Slow week. I only picked up the new Hellblazer and Penny Arcade collection. I'll post about the latter later since I want to write about webcomic print collections in general.

Hellblazer 246: "Newcastle Calling" Part two of two

This two-parter manages to cover everything I love and hate about Hellblazer. Last issue, focused on a group of amateur documentarians producing a special on Constantine's punk band Mucus Membrane and they, of course, awaken some sleeping evil and embark on journeys of personal terror. This issue continues the story with a rundown of all the terror afoot in Newcastle. Constantine walks through, observes it all, puts the evil down and then explains all the relevant back story to the one surviving member of the film crew who then dies.

What I love about this story and Hellblazer in general is the really evil imagination that's brought to bear. The stories, at their best, manage to draw out the human themes of responsibility and shame and tie them to fantastical and disturbing visions of monstrosity. There's a refined nightmare logic that runs parallel to the human drama. That's what makes the series both stand out and be consistently readable.

On the other hand, that very nightmare logic disrupts the narrative. When it doesn't work you end up with some character putting on the hat of Basil Exposition to explain everything that's happened up to that point, why it happened and what it means. It's like reading a Cliff Notes of the comic within the comic itself. Unfortunately it falls upon Constantine himself to take that role this time around. While Constantine's attitude when confronting the Terror Elemental is nice, you don't actually see him deal with it. He starts the staring contest and, next time you see him, is lighting a cigarette. Tease. No doubt it'll come up later in the series as a major plot point. After all, this story is seemingly drawing on the original Newcastle story from the first year of the comic, twenty years ago. Good thing my library has most of the trades.

More satisfying, and exploring the thematic strengths of Hellblazer, is the new mini-series Chas: The Knowledge.
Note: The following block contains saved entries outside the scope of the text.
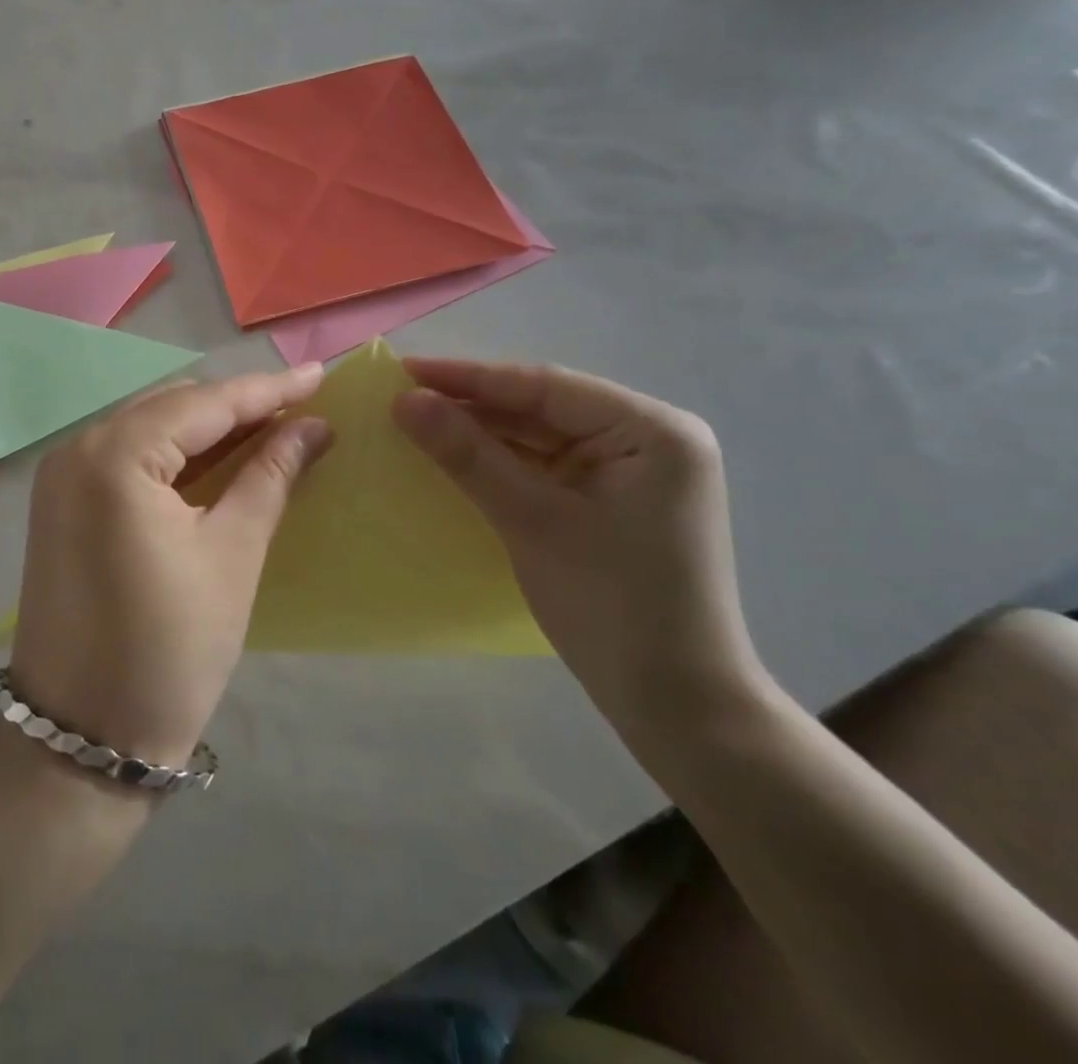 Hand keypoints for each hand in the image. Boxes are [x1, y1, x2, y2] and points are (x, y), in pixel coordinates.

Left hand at [11, 367, 332, 767]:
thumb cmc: (170, 648)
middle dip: (238, 404)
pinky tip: (220, 458)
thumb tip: (312, 426)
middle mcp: (77, 449)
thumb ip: (270, 475)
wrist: (83, 737)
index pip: (204, 403)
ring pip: (149, 427)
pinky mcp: (62, 503)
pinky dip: (176, 453)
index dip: (267, 389)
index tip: (320, 376)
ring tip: (272, 427)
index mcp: (114, 456)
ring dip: (208, 427)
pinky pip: (128, 456)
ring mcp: (62, 476)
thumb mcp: (233, 553)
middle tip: (301, 409)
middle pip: (172, 406)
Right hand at [393, 359, 763, 734]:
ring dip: (481, 433)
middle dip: (472, 405)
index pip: (544, 386)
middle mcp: (646, 438)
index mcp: (651, 429)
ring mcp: (629, 471)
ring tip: (415, 420)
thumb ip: (468, 454)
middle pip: (542, 407)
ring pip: (539, 436)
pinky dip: (500, 463)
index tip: (404, 370)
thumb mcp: (532, 521)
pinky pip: (545, 467)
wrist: (676, 707)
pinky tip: (453, 455)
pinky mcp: (610, 500)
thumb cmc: (612, 605)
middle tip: (401, 396)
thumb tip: (405, 400)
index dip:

The first issue came out a few weeks ago and you should still be able to find it on the shelves. It's a five-issue series focused on the Chas of the title, Constantine's old taxi-driving friend who can always be counted on to stick his neck out a little too far. "The Knowledge" refers to the cab-drivers' routes around London and no doubt is tied to the supernatural force that strikes at the end of the issue. While the first issue largely sets up the situation that'll play out over the next four, it reads well and really taps into the best repeating themes of the Hellblazer universe: responsibility and shame. It looks very promising.